The report also says this about physical noise barriers.

Noise barriers are a visual intrusion, particularly since they are a target for graffiti; they have a high cost, and cause problems for track access. Their effectiveness depends on their absorption properties, their height, and the proximity of the barrier to the noise source and/or to the receiver.
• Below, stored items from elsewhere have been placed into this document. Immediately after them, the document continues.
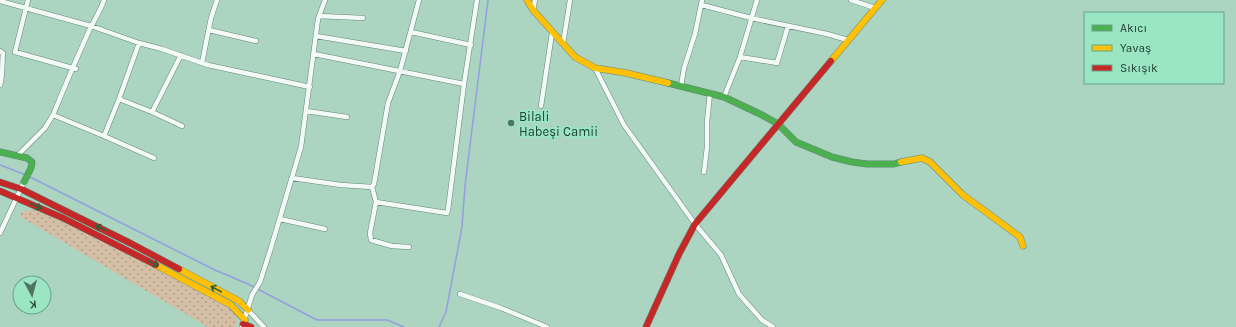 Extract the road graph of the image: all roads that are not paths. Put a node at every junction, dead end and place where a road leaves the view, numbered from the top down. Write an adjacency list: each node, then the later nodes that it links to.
1 (28, 0): 15 (street)
2 (104, 0): 21 (street)
3 (217, 0): 23 (street)
4 (324, 0): 18 (street)
5 (419, 0): 24 (street)
6 (477, 0): 31 (street)
7 (527, 0): 17 (street)
8 (535, 0): 17 (street)
9 (570, 0): 30 (street)
10 (757, 0): 20 (street)
11 (851, 0): 16 (street)
12 (882, 0): 16 (street)
13 (0, 1): 15 (street)
14 (702, 2): 20 (street); 43 (street)
15 (26, 7): 21 (street); 39 (street)
16 (875, 8): 27 (street)
17 (534, 10): 25 (street)
18 (319, 16): 19 (street); 26 (street)
19 (363, 18)
20 (751, 18): 22 (street); 36 (street)
21 (91, 26): 29 (street); 39 (street)
22 (788, 26): 27 (street); 36 (street)
23 (209, 30): 28 (street); 37 (street)
24 (411, 32): 31 (street); 33 (street)
25 (552, 33): 30 (street); 48 (street)
26 (316, 36): 33 (street); 34 (street)
27 (848, 40): 53 (street)
28 (256, 41)
29 (139, 43): 35 (street); 47 (street)
30 (563, 44): 38 (street)
31 (471, 45): 41 (street)
32 (0, 51): 42 (street)
33 (406, 51): 40 (street)
34 (314, 54): 40 (street); 44 (street)
35 (180, 55): 37 (street); 50 (street)
36 (740, 57): 46 (street)
37 (202, 63): 44 (street)
38 (595, 68): 43 (street); 69 (street)
39 (74, 69): 51 (street)
40 (400, 71): 41 (street); 63 (street)
41 (464, 84): 67 (street)
42 (0, 85)
43 (681, 86): 45 (street)
44 (310, 87): 49 (street)
45 (710, 93): 46 (street); 59 (street)
46 (724, 97): 53 (street)
47 (119, 99): 50 (street); 55 (street)
48 (541, 106)
49 (306, 111): 52 (street); 60 (street)
50 (152, 112): 54 (street)
51 (53, 115): 55 (street); 57 (street)
52 (346, 117)
53 (778, 124): 69 (street); 72 (street)
54 (182, 126)
55 (104, 136): 58 (street)
56 (0, 152): 57 (street)
57 (17, 156): 62 (street)
58 (154, 158)
59 (704, 172)
60 (292, 178): 63 (street); 68 (street)
61 (0, 182): 64 (street)
62 (24, 182): 64 (street)
63 (372, 187): 67 (street)
64 (21, 189): 66 (street); 75 (street, one-way to 64)
65 (0, 191): 66 (street)
66 (17, 198): 71 (street); 76 (street, one-way to 76)
67 (376, 202): 73 (street)
68 (280, 219): 70 (street); 75 (street)
69 (695, 224): 80 (street); 81 (street)
70 (325, 229)
71 (0, 233)
72 (1023, 246)
73 (409, 247)
74 (460, 294): 79 (street)
75 (248, 310): 76 (street); 78 (street)
76 (243, 324): 77 (street)
77 (251, 327)
78 (264, 327)
79 (548, 327)
80 (646, 327)
81 (773, 327)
I am not a fan, as they ruin my taking of photographs.

 

 

 

July 9, 2016 - Posted by | Transport/Travel | , , , ,

4 Comments »

  1. We are quite close to a railway line, probably less than 500 yards. it is very rare that we hear a train, partly because we installed very good quality double glazing a few years ago. But even before that, with only single glazing, we didnt hear much. I presume this is because the line is in a cutting, lined with trees and bushes, which would absorb the noise. At one time, for a few weeks, a huge freight train with lots of trucks was passing through at around 3.00 am, carrying very heavy freight for a building project – it might have been to do with the airport which is only 3 or 4 miles as the crow flies. Sometimes, we would hear the brakes squeal, but not every night.

    There is one housing estate in this part of Stockport which apparently overlooks some sort of bit of railway line which is fascinating and exciting to train spotters. There are 3 or 4 houses which overlook it directly. When the houses were built, a group of rail enthusiasts bought one of the houses to use to watch whatever it is that happens there, and someone told me that other house owners have been offered a lot of money for their houses because of their location – not sure if that last bit is true though.
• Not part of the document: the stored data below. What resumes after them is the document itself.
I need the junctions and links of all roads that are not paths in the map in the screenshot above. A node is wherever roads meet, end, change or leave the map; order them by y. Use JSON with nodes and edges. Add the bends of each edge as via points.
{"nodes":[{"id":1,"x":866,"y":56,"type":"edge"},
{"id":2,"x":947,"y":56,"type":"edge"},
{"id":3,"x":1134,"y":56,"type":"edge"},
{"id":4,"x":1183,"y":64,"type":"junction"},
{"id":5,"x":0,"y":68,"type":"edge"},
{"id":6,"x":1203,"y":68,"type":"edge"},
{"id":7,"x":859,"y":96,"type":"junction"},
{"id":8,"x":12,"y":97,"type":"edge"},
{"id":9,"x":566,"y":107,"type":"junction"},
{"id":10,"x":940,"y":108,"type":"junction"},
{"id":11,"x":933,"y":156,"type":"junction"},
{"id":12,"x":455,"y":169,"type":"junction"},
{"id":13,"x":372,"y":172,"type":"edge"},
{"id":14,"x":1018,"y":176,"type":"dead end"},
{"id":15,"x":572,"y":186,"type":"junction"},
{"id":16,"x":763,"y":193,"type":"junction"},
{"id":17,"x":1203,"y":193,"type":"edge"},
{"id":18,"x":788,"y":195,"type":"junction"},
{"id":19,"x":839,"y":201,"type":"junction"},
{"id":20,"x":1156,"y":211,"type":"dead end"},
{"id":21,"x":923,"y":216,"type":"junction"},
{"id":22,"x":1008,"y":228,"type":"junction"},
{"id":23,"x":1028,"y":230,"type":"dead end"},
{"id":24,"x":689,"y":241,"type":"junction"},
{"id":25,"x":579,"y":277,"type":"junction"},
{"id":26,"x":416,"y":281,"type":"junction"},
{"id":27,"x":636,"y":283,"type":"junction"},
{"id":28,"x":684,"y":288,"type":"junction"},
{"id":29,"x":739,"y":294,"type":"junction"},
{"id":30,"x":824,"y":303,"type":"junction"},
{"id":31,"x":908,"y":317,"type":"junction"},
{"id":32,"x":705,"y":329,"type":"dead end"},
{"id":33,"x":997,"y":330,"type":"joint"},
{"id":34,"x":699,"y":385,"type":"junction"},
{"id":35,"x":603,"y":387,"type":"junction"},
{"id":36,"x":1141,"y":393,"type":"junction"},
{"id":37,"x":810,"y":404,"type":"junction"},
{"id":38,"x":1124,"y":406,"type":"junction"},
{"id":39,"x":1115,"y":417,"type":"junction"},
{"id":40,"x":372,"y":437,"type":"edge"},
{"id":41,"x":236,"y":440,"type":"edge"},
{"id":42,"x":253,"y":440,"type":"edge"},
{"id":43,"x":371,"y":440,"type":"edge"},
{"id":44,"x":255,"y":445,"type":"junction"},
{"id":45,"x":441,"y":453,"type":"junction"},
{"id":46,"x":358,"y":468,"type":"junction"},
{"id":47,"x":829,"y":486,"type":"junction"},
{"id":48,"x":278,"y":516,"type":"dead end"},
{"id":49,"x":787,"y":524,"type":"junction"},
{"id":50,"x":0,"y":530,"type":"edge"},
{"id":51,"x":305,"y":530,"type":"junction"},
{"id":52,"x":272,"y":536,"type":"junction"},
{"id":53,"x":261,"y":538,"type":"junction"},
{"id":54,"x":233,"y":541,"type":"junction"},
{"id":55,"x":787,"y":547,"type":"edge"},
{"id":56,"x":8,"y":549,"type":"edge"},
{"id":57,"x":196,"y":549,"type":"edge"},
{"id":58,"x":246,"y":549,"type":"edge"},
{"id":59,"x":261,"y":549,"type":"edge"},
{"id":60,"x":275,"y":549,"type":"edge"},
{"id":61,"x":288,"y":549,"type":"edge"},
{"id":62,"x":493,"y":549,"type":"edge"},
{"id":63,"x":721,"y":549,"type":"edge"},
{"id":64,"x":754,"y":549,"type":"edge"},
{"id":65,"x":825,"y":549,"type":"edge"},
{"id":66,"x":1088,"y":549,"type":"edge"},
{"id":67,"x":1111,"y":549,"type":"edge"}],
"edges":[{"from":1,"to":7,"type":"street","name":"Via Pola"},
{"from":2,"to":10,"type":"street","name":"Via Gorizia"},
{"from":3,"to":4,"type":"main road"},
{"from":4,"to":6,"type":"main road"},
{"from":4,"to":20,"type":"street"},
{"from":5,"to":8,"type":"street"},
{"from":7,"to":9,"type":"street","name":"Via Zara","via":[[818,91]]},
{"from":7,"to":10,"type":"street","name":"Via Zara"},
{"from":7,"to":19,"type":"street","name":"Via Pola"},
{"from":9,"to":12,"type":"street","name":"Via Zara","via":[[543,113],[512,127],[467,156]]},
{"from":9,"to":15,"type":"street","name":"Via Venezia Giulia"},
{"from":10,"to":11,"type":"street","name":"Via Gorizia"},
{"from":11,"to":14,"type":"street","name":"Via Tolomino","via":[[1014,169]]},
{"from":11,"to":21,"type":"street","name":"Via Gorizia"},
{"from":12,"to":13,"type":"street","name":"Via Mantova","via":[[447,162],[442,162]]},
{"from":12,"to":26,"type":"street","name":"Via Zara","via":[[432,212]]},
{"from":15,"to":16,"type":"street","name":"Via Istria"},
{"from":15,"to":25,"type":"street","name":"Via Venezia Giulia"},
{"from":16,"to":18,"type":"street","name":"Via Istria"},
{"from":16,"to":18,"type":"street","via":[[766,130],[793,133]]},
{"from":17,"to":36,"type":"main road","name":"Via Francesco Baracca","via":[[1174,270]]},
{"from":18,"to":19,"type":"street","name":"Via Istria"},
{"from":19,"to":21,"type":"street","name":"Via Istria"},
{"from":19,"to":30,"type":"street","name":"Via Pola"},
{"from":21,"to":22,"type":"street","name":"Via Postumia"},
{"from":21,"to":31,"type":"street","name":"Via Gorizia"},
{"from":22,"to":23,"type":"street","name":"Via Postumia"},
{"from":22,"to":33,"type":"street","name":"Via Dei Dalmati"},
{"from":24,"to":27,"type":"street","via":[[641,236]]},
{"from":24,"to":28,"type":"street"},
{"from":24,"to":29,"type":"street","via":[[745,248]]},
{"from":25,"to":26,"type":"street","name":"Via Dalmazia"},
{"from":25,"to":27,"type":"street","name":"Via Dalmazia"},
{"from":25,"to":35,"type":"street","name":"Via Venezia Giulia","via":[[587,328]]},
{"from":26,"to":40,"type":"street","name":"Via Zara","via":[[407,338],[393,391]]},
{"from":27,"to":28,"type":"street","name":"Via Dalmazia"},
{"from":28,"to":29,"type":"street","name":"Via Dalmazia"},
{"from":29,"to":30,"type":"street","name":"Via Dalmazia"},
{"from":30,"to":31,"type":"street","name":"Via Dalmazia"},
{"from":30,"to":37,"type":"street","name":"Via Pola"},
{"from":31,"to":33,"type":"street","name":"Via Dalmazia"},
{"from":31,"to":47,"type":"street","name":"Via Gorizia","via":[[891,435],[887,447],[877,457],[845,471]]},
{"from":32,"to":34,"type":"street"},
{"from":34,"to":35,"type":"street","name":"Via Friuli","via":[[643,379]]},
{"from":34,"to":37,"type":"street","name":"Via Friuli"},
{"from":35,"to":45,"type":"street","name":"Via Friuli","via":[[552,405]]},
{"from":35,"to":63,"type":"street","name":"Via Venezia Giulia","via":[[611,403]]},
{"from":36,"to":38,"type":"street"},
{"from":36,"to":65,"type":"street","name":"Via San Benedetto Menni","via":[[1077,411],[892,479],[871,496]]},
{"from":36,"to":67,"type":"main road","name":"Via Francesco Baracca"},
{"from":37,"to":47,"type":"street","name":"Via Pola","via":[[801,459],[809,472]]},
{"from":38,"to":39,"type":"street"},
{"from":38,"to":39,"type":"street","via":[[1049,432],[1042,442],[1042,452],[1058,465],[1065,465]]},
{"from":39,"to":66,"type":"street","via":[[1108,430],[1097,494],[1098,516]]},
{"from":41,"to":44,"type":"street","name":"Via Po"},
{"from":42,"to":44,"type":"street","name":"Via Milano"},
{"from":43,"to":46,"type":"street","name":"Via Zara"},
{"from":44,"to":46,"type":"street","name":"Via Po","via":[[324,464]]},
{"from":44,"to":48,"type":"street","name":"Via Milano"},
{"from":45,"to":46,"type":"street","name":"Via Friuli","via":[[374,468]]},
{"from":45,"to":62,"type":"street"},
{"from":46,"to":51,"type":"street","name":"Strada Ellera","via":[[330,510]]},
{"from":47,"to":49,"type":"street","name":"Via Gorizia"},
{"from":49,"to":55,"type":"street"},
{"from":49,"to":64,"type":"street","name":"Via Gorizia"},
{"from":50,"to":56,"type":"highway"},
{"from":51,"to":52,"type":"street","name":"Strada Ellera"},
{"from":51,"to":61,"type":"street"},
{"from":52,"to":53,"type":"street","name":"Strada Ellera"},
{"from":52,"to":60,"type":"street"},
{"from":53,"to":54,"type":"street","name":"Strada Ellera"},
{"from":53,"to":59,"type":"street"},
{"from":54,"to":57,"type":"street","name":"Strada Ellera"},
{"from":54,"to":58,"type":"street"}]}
    Comment by nosnikrapzil | July 11, 2016 | Reply

  2. we live on top of thames link between st pancras and farringdon stations. We are used to the trains having lived here for nearly 30 years. But recently in the last 6 months 2017/2018 the noise and vibration from the trains has increased also the frequency. From before 6am until after 1am in the morning. These new trains make the house rattle and you can feel the vibration through the floor. You have to turn up the radio or TV and visitors always comment on how do you manage to live with it
    No one seems to know anything when I made enquiries to thameslink. Spoke to me as if i was completely mad
    This is railway blight 2018

    Comment by sue davis | April 3, 2018 | Reply

    • I am surprised about this and my engineering back ground, says that it’s not an obvious problem. In the last coupe of years, it”s not just the trains that have changed, but the track has been relaid and the overhead wires have been replaced. When both types of trains were running a couple of years ago, could you tell the difference between the trains?

      Comment by AnonW | April 4, 2018 | Reply

  3. […] Nearly, two years ago, I wrote a post entitled Are You Annoyed By Noisy Trains At The Bottom Of Your Garden?. […]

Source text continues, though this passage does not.